══ Record extracts
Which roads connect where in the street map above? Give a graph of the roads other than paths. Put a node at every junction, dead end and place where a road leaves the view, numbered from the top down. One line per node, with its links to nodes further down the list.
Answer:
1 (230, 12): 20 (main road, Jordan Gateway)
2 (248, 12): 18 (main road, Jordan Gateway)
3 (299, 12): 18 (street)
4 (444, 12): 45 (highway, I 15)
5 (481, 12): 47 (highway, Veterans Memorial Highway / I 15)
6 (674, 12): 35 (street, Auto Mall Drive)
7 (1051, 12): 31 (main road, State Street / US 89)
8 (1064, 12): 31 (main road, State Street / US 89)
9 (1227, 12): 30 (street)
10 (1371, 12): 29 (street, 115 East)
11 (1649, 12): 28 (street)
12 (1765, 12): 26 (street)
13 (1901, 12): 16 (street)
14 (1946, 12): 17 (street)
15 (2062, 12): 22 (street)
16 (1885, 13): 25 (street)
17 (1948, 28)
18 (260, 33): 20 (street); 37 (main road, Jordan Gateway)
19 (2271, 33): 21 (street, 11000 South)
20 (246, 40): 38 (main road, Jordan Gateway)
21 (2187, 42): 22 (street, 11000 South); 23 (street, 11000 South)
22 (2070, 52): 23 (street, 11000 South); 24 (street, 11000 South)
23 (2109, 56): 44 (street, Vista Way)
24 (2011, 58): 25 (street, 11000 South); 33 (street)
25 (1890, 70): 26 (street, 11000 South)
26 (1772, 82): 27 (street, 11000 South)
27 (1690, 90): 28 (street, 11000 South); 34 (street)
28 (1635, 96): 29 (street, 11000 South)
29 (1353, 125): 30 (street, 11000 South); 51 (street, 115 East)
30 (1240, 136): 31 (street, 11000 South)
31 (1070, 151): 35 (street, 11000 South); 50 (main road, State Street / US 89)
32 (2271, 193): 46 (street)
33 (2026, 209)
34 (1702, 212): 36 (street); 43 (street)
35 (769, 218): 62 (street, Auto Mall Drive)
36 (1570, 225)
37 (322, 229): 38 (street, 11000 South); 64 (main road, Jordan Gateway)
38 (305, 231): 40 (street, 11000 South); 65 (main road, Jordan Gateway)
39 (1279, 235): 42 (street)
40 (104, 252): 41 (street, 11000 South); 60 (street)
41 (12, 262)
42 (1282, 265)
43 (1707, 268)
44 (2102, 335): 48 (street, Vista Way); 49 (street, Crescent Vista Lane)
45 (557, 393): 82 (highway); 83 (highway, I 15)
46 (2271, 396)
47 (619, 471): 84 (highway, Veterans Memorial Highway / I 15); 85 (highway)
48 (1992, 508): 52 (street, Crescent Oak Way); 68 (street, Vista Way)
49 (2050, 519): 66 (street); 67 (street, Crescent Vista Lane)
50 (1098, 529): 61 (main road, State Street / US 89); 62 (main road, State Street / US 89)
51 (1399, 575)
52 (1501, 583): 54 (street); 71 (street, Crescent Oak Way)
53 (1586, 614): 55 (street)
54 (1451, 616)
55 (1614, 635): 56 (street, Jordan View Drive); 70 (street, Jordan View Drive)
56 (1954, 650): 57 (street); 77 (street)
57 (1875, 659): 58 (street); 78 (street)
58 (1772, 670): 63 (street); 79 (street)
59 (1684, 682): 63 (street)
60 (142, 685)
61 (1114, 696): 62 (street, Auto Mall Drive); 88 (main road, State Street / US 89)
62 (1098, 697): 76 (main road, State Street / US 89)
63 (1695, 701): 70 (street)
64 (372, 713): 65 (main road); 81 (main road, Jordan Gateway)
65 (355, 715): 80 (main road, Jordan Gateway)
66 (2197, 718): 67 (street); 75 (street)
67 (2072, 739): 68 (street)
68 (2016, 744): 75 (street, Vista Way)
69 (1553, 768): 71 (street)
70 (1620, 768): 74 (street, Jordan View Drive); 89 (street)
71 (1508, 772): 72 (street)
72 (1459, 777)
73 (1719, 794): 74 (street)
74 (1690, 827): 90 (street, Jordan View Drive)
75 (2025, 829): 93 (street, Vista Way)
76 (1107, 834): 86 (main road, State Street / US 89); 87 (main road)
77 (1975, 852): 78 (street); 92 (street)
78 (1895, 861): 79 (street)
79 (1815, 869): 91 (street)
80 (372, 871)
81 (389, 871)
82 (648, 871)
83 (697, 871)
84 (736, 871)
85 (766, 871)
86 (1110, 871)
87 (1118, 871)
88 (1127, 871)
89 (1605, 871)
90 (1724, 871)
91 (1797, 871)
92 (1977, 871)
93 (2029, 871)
════
▶ [Exercise directions] Could you transcribe every entry exactly, without altering anything?

▶ [Your response]
Which roads connect where in the street map above? Give a graph of the roads other than paths. Put a node at every junction, dead end and place where a road leaves the view, numbered from the top down. One line per node, with its links to nodes further down the list.
Answer:
1 (230, 12): 20 (main road, Jordan Gateway)
2 (248, 12): 18 (main road, Jordan Gateway)
3 (299, 12): 18 (street)
4 (444, 12): 45 (highway, I 15)
5 (481, 12): 47 (highway, Veterans Memorial Highway / I 15)
6 (674, 12): 35 (street, Auto Mall Drive)
7 (1051, 12): 31 (main road, State Street / US 89)
8 (1064, 12): 31 (main road, State Street / US 89)
9 (1227, 12): 30 (street)
10 (1371, 12): 29 (street, 115 East)
11 (1649, 12): 28 (street)
12 (1765, 12): 26 (street)
13 (1901, 12): 16 (street)
14 (1946, 12): 17 (street)
15 (2062, 12): 22 (street)
16 (1885, 13): 25 (street)
17 (1948, 28)
18 (260, 33): 20 (street); 37 (main road, Jordan Gateway)
19 (2271, 33): 21 (street, 11000 South)
20 (246, 40): 38 (main road, Jordan Gateway)
21 (2187, 42): 22 (street, 11000 South); 23 (street, 11000 South)
22 (2070, 52): 23 (street, 11000 South); 24 (street, 11000 South)
23 (2109, 56): 44 (street, Vista Way)
24 (2011, 58): 25 (street, 11000 South); 33 (street)
25 (1890, 70): 26 (street, 11000 South)
26 (1772, 82): 27 (street, 11000 South)
27 (1690, 90): 28 (street, 11000 South); 34 (street)
28 (1635, 96): 29 (street, 11000 South)
29 (1353, 125): 30 (street, 11000 South); 51 (street, 115 East)
30 (1240, 136): 31 (street, 11000 South)
31 (1070, 151): 35 (street, 11000 South); 50 (main road, State Street / US 89)
32 (2271, 193): 46 (street)
33 (2026, 209)
34 (1702, 212): 36 (street); 43 (street)
35 (769, 218): 62 (street, Auto Mall Drive)
36 (1570, 225)
37 (322, 229): 38 (street, 11000 South); 64 (main road, Jordan Gateway)
38 (305, 231): 40 (street, 11000 South); 65 (main road, Jordan Gateway)
39 (1279, 235): 42 (street)
40 (104, 252): 41 (street, 11000 South); 60 (street)
41 (12, 262)
42 (1282, 265)
43 (1707, 268)
44 (2102, 335): 48 (street, Vista Way); 49 (street, Crescent Vista Lane)
45 (557, 393): 82 (highway); 83 (highway, I 15)
46 (2271, 396)
47 (619, 471): 84 (highway, Veterans Memorial Highway / I 15); 85 (highway)
48 (1992, 508): 52 (street, Crescent Oak Way); 68 (street, Vista Way)
49 (2050, 519): 66 (street); 67 (street, Crescent Vista Lane)
50 (1098, 529): 61 (main road, State Street / US 89); 62 (main road, State Street / US 89)
51 (1399, 575)
52 (1501, 583): 54 (street); 71 (street, Crescent Oak Way)
53 (1586, 614): 55 (street)
54 (1451, 616)
55 (1614, 635): 56 (street, Jordan View Drive); 70 (street, Jordan View Drive)
56 (1954, 650): 57 (street); 77 (street)
57 (1875, 659): 58 (street); 78 (street)
58 (1772, 670): 63 (street); 79 (street)
59 (1684, 682): 63 (street)
60 (142, 685)
61 (1114, 696): 62 (street, Auto Mall Drive); 88 (main road, State Street / US 89)
62 (1098, 697): 76 (main road, State Street / US 89)
63 (1695, 701): 70 (street)
64 (372, 713): 65 (main road); 81 (main road, Jordan Gateway)
65 (355, 715): 80 (main road, Jordan Gateway)
66 (2197, 718): 67 (street); 75 (street)
67 (2072, 739): 68 (street)
68 (2016, 744): 75 (street, Vista Way)
69 (1553, 768): 71 (street)
70 (1620, 768): 74 (street, Jordan View Drive); 89 (street)
71 (1508, 772): 72 (street)
72 (1459, 777)
73 (1719, 794): 74 (street)
74 (1690, 827): 90 (street, Jordan View Drive)
75 (2025, 829): 93 (street, Vista Way)
76 (1107, 834): 86 (main road, State Street / US 89); 87 (main road)
77 (1975, 852): 78 (street); 92 (street)
78 (1895, 861): 79 (street)
79 (1815, 869): 91 (street)
80 (372, 871)
81 (389, 871)
82 (648, 871)
83 (697, 871)
84 (736, 871)
85 (766, 871)
86 (1110, 871)
87 (1118, 871)
88 (1127, 871)
89 (1605, 871)
90 (1724, 871)
91 (1797, 871)
92 (1977, 871)
93 (2029, 871)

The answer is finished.